Lines in the following data that contain the string "leave" are to be counted. Report only their number.

> _Information supplied_:

◆ ◆ ◆ ◆ ◆

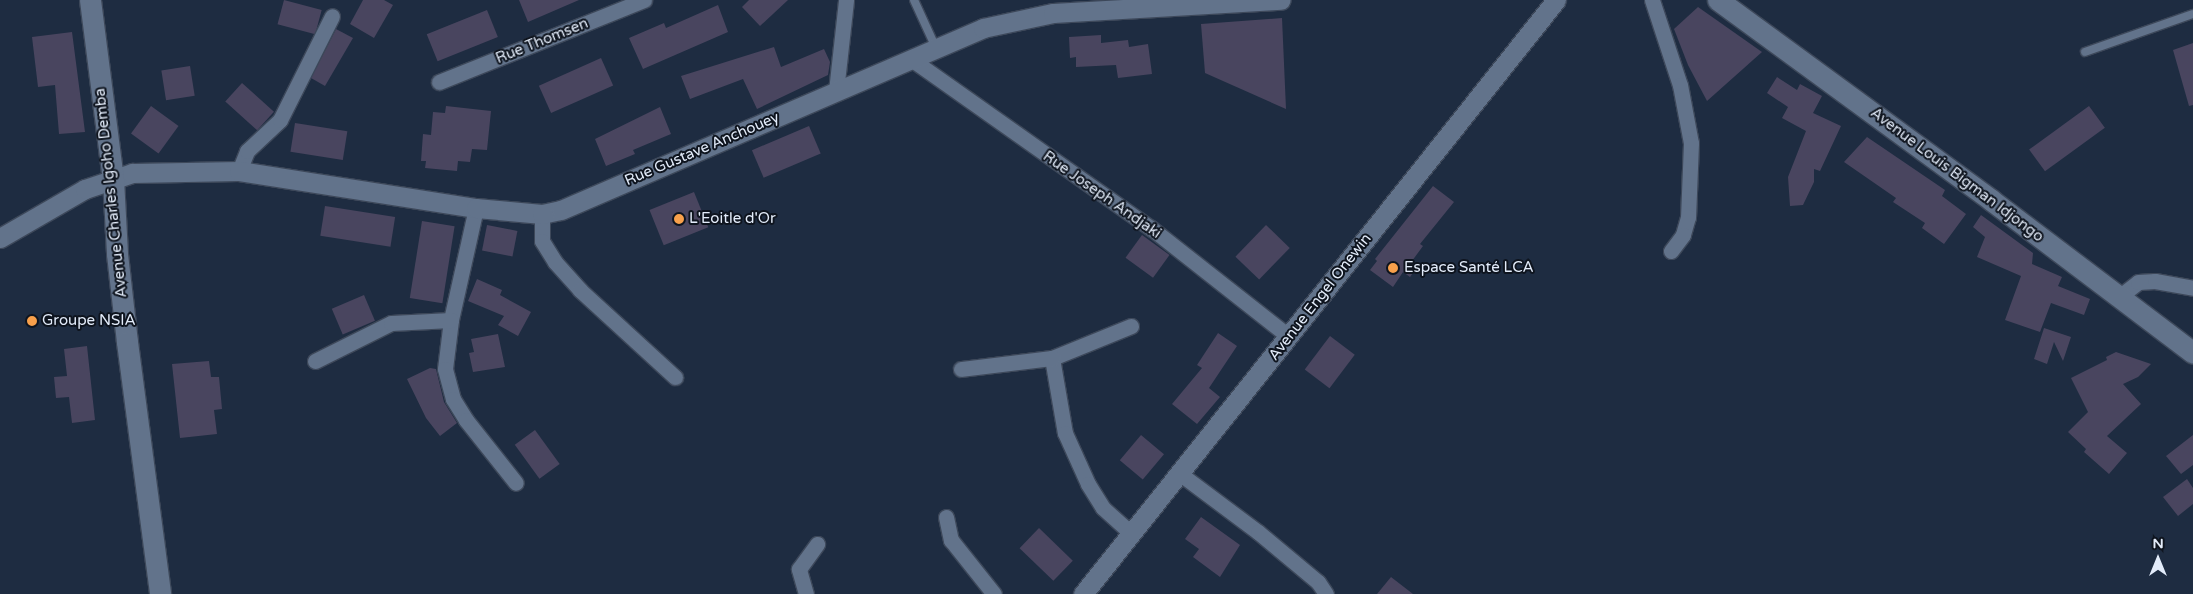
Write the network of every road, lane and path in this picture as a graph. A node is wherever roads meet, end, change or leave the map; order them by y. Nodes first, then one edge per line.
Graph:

◆ ◆ ◆ ◆ ◆

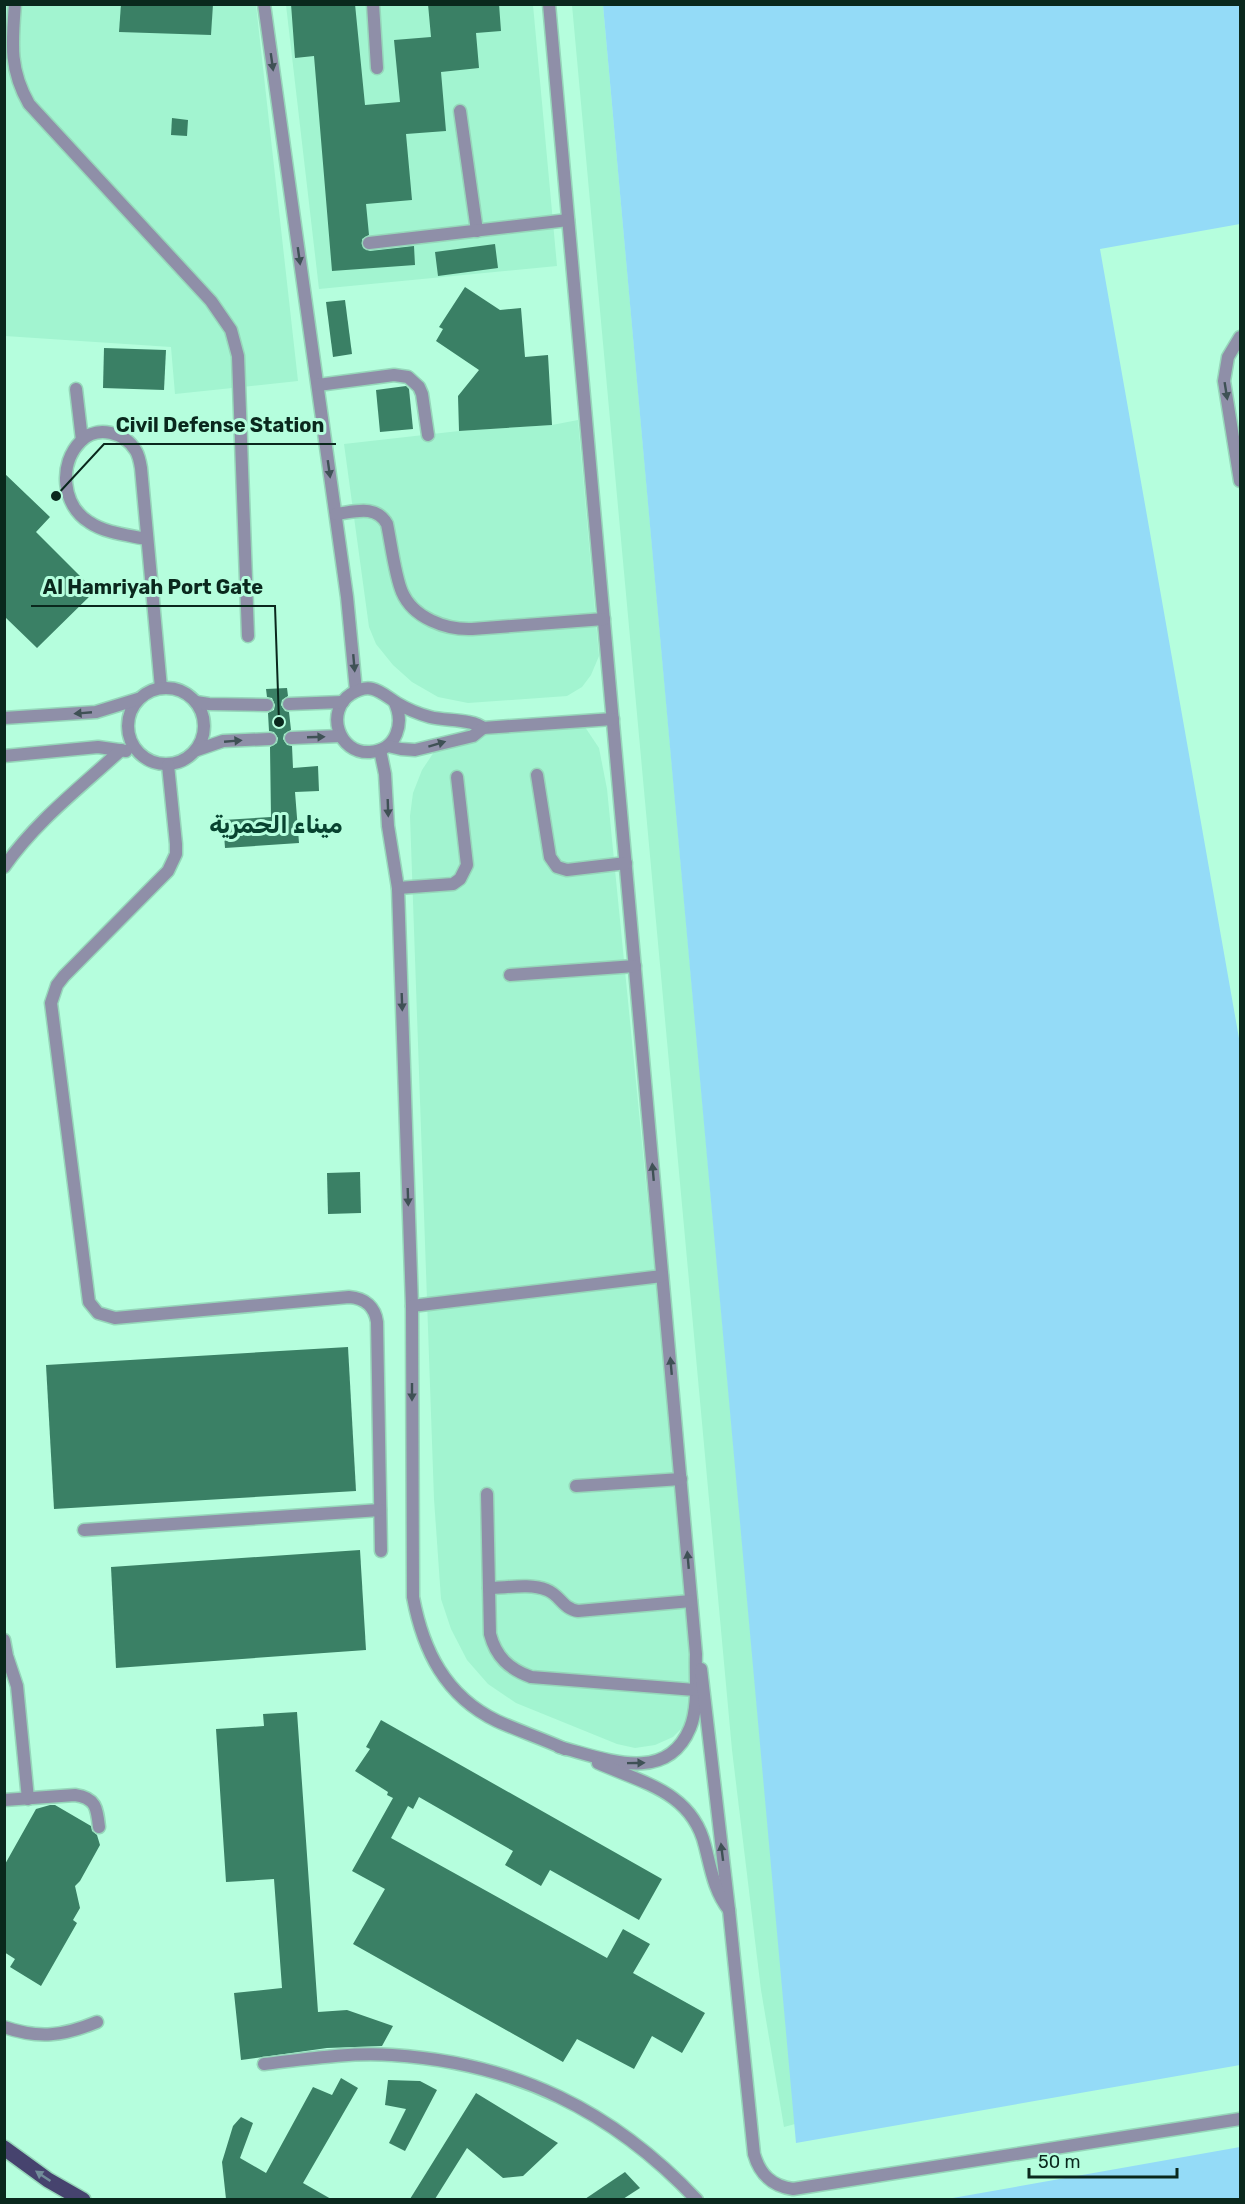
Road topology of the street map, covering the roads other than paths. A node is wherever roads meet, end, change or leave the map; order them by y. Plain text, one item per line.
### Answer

◆ ◆ ◆ ◆ ◆

> _Solution for this task_: 2